# [Your task]
Look through the records that follow and state how many lines hold the word "import", without adding anything.

# [Excerpted data]
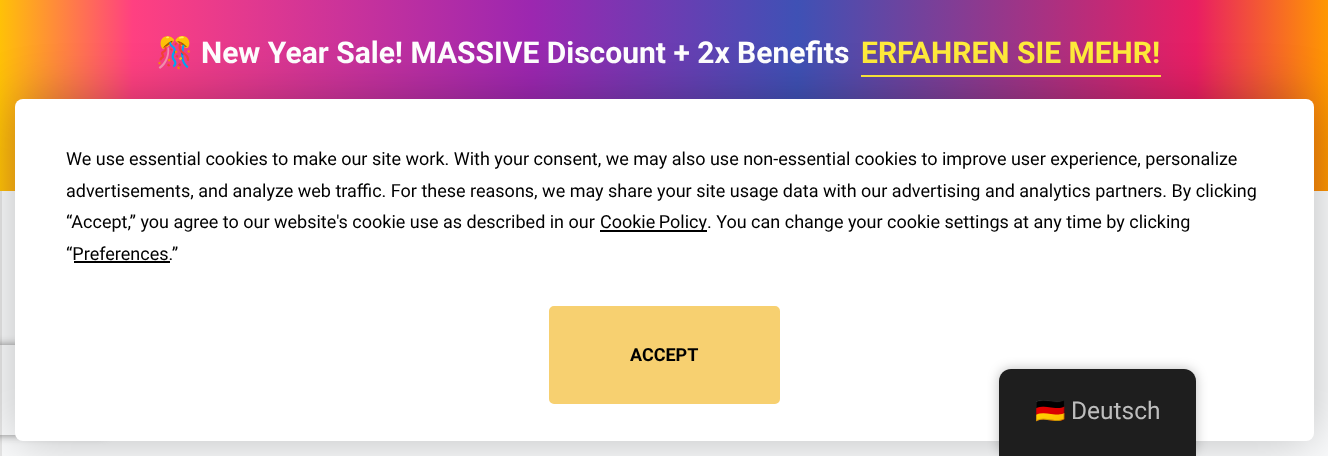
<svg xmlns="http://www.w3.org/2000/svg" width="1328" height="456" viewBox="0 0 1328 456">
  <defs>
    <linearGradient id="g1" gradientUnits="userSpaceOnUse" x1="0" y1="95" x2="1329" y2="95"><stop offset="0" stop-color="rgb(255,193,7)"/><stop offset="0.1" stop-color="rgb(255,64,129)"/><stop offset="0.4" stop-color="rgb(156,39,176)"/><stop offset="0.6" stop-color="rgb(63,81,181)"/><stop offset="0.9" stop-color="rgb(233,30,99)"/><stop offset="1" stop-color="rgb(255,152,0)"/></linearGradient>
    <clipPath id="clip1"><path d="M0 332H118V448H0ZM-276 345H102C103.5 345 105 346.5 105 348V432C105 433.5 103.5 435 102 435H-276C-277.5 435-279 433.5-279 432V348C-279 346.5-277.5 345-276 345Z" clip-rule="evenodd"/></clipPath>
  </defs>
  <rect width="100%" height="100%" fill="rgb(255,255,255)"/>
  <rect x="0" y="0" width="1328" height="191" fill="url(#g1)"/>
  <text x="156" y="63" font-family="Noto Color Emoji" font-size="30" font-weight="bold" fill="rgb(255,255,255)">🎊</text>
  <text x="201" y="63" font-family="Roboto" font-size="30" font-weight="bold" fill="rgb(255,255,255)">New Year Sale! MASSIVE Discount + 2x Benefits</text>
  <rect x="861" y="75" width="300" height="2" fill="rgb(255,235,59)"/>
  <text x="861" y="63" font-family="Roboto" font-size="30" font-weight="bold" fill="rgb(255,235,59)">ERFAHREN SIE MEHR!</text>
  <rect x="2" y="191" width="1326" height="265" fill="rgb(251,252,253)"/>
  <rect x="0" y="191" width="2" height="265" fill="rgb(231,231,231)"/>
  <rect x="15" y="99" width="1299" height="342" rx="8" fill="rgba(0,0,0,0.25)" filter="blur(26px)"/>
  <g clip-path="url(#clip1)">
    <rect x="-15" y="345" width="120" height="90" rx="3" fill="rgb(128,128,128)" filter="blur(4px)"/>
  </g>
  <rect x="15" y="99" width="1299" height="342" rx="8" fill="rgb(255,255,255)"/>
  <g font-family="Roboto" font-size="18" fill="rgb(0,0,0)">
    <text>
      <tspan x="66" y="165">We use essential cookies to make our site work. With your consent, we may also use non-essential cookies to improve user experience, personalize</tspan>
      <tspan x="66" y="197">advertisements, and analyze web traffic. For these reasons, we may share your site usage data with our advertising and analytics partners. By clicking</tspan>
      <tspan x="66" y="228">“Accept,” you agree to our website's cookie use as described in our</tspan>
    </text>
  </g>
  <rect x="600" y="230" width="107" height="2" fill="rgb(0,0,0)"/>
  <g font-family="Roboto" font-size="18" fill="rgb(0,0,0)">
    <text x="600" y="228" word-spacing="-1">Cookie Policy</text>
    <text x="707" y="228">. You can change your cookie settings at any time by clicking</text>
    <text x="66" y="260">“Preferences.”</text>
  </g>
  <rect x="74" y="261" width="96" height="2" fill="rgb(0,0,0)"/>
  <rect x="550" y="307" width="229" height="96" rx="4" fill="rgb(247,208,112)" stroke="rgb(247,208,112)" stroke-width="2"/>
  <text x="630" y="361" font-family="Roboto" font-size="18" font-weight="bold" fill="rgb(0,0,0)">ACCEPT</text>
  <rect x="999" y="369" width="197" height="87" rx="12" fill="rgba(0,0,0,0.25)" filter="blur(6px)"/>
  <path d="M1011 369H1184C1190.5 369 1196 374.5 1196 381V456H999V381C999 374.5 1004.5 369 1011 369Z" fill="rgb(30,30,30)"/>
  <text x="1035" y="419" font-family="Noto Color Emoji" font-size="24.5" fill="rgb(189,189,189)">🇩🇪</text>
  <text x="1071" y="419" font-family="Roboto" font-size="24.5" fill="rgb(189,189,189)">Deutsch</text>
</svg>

==

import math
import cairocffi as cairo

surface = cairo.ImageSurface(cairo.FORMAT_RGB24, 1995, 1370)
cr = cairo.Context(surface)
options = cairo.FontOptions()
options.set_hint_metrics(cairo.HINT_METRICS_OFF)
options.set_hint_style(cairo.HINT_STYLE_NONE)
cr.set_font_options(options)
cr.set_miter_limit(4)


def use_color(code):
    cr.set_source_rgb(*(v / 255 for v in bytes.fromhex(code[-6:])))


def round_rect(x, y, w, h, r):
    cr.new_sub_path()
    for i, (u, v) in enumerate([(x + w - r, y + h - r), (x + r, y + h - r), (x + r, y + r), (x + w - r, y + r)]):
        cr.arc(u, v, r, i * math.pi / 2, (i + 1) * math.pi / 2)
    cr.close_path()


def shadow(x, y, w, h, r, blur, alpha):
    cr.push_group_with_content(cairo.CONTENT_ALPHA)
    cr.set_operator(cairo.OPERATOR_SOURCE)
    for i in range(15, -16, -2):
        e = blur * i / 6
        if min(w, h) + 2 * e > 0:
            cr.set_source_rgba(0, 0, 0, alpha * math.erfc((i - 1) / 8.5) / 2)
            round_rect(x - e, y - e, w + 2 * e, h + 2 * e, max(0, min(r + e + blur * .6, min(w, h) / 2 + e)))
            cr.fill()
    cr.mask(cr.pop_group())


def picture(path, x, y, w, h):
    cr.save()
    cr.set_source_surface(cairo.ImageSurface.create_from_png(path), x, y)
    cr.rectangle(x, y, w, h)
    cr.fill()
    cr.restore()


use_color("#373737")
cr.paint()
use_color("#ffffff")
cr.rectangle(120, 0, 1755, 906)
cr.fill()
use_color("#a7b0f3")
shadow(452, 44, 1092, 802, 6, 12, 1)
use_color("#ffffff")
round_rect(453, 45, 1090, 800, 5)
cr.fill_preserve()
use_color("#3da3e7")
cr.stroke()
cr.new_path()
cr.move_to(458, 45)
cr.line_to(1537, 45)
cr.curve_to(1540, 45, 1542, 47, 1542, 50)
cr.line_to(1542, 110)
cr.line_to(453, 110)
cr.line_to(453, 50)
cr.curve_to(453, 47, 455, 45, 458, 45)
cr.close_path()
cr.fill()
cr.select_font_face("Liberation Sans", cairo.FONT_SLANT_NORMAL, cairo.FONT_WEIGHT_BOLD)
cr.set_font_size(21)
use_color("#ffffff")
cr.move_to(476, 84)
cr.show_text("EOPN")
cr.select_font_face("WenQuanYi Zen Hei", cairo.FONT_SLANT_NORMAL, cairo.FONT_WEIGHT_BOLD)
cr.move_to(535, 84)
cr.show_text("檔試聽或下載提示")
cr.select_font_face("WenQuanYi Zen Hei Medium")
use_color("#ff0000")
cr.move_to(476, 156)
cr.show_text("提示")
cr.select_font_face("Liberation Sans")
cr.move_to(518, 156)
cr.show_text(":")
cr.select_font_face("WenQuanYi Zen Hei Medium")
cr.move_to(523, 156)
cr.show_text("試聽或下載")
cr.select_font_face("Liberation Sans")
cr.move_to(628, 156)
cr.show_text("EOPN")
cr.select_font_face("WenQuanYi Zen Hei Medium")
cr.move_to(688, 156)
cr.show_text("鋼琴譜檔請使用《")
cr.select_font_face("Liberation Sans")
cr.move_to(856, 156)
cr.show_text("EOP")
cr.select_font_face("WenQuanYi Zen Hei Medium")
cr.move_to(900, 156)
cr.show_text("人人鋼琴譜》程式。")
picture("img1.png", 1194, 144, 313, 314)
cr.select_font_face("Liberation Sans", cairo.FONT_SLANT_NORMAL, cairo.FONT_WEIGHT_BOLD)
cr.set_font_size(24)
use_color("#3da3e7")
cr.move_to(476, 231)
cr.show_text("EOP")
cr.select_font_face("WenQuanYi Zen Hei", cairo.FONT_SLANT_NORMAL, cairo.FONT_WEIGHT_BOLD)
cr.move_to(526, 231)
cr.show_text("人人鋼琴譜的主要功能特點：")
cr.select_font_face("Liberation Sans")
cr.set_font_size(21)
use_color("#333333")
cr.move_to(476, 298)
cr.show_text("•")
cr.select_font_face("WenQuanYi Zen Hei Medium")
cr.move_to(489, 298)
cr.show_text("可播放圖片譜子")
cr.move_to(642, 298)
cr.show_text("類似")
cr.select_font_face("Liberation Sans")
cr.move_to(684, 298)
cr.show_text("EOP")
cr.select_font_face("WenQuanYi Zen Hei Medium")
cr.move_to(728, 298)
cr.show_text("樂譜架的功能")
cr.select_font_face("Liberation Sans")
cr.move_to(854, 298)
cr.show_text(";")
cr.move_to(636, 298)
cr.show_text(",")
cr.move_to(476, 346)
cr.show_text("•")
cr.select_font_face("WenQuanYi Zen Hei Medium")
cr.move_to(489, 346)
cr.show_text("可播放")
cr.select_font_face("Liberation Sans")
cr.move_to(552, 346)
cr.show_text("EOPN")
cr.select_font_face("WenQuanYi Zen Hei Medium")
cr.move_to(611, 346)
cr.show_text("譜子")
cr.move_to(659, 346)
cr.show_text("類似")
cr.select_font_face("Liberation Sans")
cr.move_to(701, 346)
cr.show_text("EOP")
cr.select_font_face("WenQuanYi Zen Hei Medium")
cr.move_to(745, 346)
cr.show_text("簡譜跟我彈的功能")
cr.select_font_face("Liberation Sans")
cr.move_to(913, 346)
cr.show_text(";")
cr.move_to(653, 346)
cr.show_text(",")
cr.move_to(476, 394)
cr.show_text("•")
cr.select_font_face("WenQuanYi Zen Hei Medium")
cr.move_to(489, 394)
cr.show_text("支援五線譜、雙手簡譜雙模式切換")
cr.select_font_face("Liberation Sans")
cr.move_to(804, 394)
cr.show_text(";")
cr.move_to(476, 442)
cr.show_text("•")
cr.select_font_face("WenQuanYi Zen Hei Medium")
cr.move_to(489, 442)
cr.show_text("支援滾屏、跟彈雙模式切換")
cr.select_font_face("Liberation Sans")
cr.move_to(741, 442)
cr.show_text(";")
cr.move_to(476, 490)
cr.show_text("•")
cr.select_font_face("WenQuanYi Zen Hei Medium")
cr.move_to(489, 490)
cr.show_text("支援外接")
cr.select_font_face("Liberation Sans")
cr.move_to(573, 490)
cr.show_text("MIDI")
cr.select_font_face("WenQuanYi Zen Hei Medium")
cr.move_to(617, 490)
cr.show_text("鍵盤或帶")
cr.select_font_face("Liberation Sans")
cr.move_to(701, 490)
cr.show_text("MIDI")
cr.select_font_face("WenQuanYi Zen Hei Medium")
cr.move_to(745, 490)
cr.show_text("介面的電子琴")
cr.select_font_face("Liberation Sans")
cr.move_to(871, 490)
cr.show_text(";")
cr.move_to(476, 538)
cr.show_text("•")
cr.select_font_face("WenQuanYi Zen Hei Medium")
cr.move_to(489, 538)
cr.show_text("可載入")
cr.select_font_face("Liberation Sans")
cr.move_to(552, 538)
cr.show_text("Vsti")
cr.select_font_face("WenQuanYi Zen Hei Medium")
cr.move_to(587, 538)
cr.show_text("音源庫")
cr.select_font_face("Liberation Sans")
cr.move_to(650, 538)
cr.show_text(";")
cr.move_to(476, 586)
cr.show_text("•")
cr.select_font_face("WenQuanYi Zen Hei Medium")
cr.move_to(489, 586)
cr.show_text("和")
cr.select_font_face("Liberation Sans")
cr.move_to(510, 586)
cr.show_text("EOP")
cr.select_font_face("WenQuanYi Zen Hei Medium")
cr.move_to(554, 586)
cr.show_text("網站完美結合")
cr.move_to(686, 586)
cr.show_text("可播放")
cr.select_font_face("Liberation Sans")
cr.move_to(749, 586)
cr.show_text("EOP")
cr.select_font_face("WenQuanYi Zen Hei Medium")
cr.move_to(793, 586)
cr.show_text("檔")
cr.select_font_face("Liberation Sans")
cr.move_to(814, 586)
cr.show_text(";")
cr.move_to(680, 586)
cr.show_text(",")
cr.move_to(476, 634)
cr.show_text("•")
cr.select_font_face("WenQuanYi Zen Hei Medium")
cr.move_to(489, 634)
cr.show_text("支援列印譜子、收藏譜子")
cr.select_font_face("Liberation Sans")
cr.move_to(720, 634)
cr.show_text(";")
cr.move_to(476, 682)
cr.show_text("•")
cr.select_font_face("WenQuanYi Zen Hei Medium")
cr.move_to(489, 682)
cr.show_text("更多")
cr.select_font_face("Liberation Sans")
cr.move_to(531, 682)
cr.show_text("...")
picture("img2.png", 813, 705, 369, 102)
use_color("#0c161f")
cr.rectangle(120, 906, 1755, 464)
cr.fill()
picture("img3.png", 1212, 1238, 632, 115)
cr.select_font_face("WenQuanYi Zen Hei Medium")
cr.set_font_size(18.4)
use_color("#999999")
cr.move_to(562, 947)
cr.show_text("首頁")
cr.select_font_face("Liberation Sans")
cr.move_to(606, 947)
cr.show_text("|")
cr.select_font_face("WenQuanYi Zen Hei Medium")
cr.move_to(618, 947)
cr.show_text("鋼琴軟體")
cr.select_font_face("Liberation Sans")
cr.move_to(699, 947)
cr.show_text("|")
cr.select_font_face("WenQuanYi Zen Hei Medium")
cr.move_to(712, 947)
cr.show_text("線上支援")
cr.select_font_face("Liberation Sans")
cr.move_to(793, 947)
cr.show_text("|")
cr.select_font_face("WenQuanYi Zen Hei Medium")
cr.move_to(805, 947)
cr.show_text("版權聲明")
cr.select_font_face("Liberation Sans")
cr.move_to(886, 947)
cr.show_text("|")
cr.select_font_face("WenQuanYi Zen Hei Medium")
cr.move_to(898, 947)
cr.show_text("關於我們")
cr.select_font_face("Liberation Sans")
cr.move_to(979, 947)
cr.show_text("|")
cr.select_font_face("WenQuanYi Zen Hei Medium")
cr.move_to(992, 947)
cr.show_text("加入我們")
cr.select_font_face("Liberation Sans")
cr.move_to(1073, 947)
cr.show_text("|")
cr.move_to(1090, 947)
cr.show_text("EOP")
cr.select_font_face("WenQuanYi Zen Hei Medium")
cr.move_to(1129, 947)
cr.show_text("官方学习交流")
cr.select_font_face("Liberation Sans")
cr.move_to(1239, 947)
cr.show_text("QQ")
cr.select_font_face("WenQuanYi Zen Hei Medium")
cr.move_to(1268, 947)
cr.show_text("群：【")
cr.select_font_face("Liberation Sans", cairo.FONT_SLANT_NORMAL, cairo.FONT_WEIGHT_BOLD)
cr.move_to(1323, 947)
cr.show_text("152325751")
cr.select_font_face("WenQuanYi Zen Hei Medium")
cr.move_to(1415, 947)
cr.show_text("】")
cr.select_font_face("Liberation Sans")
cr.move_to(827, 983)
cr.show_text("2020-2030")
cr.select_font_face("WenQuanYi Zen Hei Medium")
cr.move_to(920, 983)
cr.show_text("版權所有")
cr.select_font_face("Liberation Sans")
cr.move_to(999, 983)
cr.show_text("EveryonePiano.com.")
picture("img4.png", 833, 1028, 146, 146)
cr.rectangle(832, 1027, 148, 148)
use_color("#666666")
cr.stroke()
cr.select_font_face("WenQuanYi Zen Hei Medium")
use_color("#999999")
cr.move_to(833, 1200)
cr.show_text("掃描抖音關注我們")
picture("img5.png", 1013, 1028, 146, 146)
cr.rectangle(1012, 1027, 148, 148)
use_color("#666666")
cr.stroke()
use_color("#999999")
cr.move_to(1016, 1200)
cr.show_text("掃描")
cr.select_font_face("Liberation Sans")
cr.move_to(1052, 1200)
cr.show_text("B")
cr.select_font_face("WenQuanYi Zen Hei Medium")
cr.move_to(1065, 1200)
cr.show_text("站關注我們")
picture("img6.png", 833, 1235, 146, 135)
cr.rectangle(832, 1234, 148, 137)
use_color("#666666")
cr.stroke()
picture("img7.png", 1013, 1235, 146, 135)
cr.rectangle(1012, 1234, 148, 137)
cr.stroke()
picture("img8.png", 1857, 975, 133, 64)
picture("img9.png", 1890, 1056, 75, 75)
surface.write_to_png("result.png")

# [Your solution]
2